(Dataset entries)
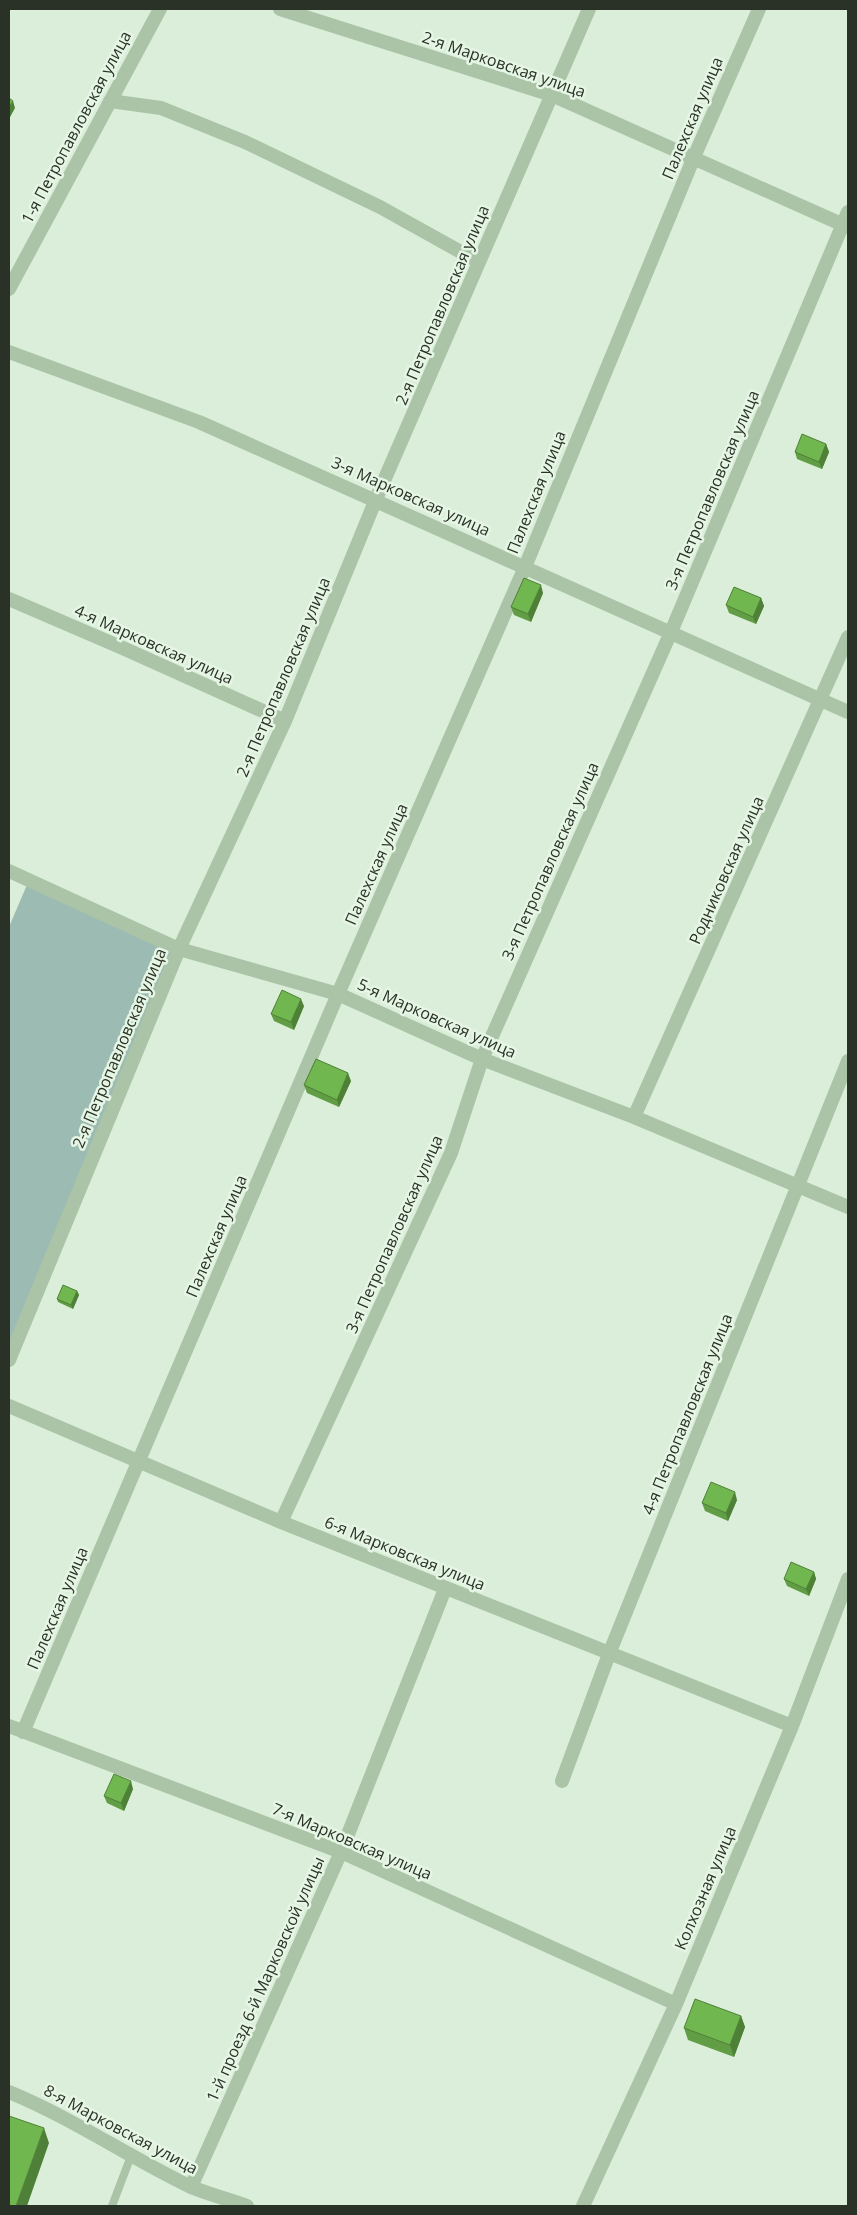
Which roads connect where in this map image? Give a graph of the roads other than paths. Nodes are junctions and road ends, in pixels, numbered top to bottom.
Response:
1 (160, 9) edge
2 (280, 9) edge
3 (589, 9) edge
4 (759, 9) edge
5 (552, 95) junction
6 (110, 101) junction
7 (694, 157) junction
8 (846, 221) edge
9 (479, 262) junction
10 (9, 288) edge
11 (9, 352) edge
12 (376, 500) junction
13 (525, 567) junction
14 (9, 599) edge
15 (671, 632) junction
16 (848, 637) edge
17 (821, 701) junction
18 (848, 712) edge
19 (286, 721) junction
20 (9, 871) edge
21 (179, 949) junction
22 (338, 994) junction
23 (482, 1059) junction
24 (848, 1061) edge
25 (634, 1117) junction
26 (798, 1185) junction
27 (848, 1207) edge
28 (9, 1360) edge
29 (9, 1406) edge
30 (140, 1460) junction
31 (281, 1522) junction
32 (848, 1579) edge
33 (445, 1589) junction
34 (609, 1654) junction
35 (9, 1726) edge
36 (792, 1726) junction
37 (23, 1732) junction
38 (562, 1781) dead end
39 (341, 1852) junction
40 (676, 2004) junction
41 (9, 2092) edge
42 (131, 2156) junction
43 (191, 2187) junction
44 (112, 2206) edge
45 (247, 2206) edge
46 (583, 2206) edge

1 - 6 street, 1-я Петропавловская улица
2 - 5 street, 2-я Марковская улица
3 - 5 street, 2-я Петропавловская улица
4 - 7 street, Палехская улица
5 - 7 street, 2-я Марковская улица
5 - 9 street, 2-я Петропавловская улица
6 - 9 street
6 - 10 street, 1-я Петропавловская улица
7 - 8 street, 2-я Марковская улица
7 - 13 street, Палехская улица
8 - 15 street, 3-я Петропавловская улица
9 - 12 street, 2-я Петропавловская улица
11 - 12 street, 3-я Марковская улица
12 - 13 street, 3-я Марковская улица
12 - 19 street, 2-я Петропавловская улица
13 - 15 street, 3-я Марковская улица
13 - 22 street, Палехская улица
14 - 19 street, 4-я Марковская улица
15 - 17 street, 3-я Марковская улица
15 - 23 street, 3-я Петропавловская улица
16 - 17 street, Родниковская улица
17 - 18 street, 3-я Марковская улица
17 - 25 street, Родниковская улица
19 - 21 street, 2-я Петропавловская улица
20 - 21 street, 5-я Марковская улица
21 - 22 street, 5-я Марковская улица
21 - 28 street, 2-я Петропавловская улица
22 - 23 street, 5-я Марковская улица
22 - 30 street, Палехская улица
23 - 25 street, 5-я Марковская улица
23 - 31 street, 3-я Петропавловская улица
24 - 26 street, 4-я Петропавловская улица
25 - 26 street, 5-я Марковская улица
26 - 27 street, 5-я Марковская улица
26 - 34 street, 4-я Петропавловская улица
29 - 30 street, 6-я Марковская улица
30 - 31 street, 6-я Марковская улица
30 - 37 street, Палехская улица
31 - 33 street, 6-я Марковская улица
32 - 36 street, Колхозная улица
33 - 34 street, 6-я Марковская улица
33 - 39 street, 1-й проезд 6-й Марковской улицы
34 - 36 street, 6-я Марковская улица
34 - 38 street, 4-я Петропавловская улица
35 - 37 street, 7-я Марковская улица
36 - 40 street, Колхозная улица
37 - 39 street, 7-я Марковская улица
39 - 40 street, 7-я Марковская улица
39 - 43 street, 1-й проезд 6-й Марковской улицы
40 - 46 street, Колхозная улица
41 - 42 street, 8-я Марковская улица
42 - 43 street, 8-я Марковская улица
42 - 44 lane
43 - 45 street, 8-я Марковская улица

## [YOUR TASK]
The answer must consist of every line from the data that holds the string "Колхозная".

## [OUTPUT OF THE TASK]
32 - 36 street, Колхозная улица
36 - 40 street, Колхозная улица
40 - 46 street, Колхозная улица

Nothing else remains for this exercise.